The final approach I tried and which led to success was using Docker and running the required environments as containers. Each container is also emulated as x64, which makes it possible to install every package as before on prior Macbooks. All commands and steps are provided in the Git repository: https://github.com/JohnDenis/py-poetry-m1 . For abbreviation purposes I will only use Makefile targets for the description. They will be replaced with the corresponding command in the Makefile. You find it at the end of this post or in the Github repository. Additionally, Docker-Desktop must be installed to get everything running.

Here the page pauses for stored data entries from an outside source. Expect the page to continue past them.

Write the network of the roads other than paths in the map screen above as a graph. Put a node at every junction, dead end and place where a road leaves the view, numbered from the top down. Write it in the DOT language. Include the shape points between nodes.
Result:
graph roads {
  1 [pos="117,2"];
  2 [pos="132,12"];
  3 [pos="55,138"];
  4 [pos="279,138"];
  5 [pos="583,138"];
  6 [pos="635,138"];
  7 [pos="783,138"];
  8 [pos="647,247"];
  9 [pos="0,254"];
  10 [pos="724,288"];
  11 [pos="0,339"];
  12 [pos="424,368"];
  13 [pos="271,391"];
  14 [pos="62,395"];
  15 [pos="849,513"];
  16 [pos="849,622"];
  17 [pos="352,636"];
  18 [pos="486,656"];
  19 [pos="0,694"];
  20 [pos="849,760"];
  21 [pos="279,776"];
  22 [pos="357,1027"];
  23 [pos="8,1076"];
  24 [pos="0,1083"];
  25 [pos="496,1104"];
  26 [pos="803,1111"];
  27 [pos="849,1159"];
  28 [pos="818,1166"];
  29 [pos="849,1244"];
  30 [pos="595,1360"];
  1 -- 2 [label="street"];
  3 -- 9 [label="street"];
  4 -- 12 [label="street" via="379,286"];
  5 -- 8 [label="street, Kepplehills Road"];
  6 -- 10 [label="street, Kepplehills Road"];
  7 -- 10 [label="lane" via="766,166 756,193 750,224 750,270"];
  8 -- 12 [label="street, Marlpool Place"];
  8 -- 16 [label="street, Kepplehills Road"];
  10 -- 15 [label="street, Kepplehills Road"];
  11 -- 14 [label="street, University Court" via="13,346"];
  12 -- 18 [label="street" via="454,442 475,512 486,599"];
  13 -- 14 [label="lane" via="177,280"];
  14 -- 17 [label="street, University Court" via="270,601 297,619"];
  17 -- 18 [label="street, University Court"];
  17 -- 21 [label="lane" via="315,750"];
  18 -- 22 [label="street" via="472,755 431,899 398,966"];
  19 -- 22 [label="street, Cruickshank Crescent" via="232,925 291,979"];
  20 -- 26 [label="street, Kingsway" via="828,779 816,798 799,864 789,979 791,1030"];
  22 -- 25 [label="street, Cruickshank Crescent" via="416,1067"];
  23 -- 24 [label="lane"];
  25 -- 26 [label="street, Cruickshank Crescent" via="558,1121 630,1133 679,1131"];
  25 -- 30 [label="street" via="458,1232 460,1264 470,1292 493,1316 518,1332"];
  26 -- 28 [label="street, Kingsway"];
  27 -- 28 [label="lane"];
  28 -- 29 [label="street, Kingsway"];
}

  1. As a first step, you need to run a container from your desired Python base image (here 3.8) make run_raw
  2. Now you are in a shell of the container and can install whatever is necessary. Additionally, the project directory is mounted in the container, which allows for changes via Poetry to be stored directly in the correct pyproject.toml and poetry.lock files. For the first installation a script is provided which is triggered by make install.
  3. After the initial installation, your goal is to persist the current container as an image to use it for every run of your code. Open a second terminal without stopping the container. Run make commit_raw in the second terminal.
  4. Now it’s possible to use the m1-built:latest image in combination with your favorite IDE to run and debug your Python scripts. Or you can run them from plain shell by running a container with a specific command.

Updating the environment

In some projects it occurs  rarely,in others it occurs more often: the need to change packages of your environment. To save time, you don’t want to start from scratch and reinstall all packages with every change coming. This is why this solution presents a way of changing the built Docker image:

  1. Start a Docker container of m1-built:latest by running make run_built
  2. Interact with the Python environment as desired (e.g. poetry add, poetry update)
  3. Open a second terminal without stopping the current container. Run make commit_raw in the second terminal.
  4. Now you have a new version stored at the m1-built:latest tag.

Flexibility of the solution

This solution does not only work for Poetry-based environments, but also for all environments where packages are installed via pip. This means, the version of your python environment can be selected in the docker-compose.yml (e.g. 3.8, 3.9, etc) and everything else can be applied via command line when connected to the container.

Debugging with PyCharm

With the Docker image m1-built:latest being committed, PyCharm offers a convenient way to run and debug your project scripts.

  1. Add a new interpreter (Project Settings -> Python Interpreter)
  2. Add a Path mapping from your project root to /opt/project
  3. Add Run configuration for main.py file

With these steps you create a run configuration which is working in the same way as normal environments.

Remarks on TensorFlow

The only package where the original Pypi packages are not working is TensorFlow. The reason seems to be  that the AVX speed-up options cannot be emulated. Unfortunately, the workaround isn’t as clean as the plain solution, but currently I don’t know a different one:

  1. Follow the instructions above and create your environment in a container.
  2. Compile or download a version of TensorFlow where the AVX instructions are deactivated.
  3. Replace the original installations with pip install /path/to/tensorflow_wheel.
  4. Go ahead and commit the container.

Outlook

As long as not all Python packages are compatible with the Apple M1 silicon, this solution gives you a great way to run any Python environment on your Apple computer. And even if it’s possible to install all packages via pip, I would recommend sticking to this approach because it makes the software stack encapsulated and reproducible which saves a lot of time and nerves in the long run. One additional enhancement can be building the Docker image in a CI-pipeline. Thus, not every team member needs to conduct the described steps, but you can use the image from your private Pypi repository immediately.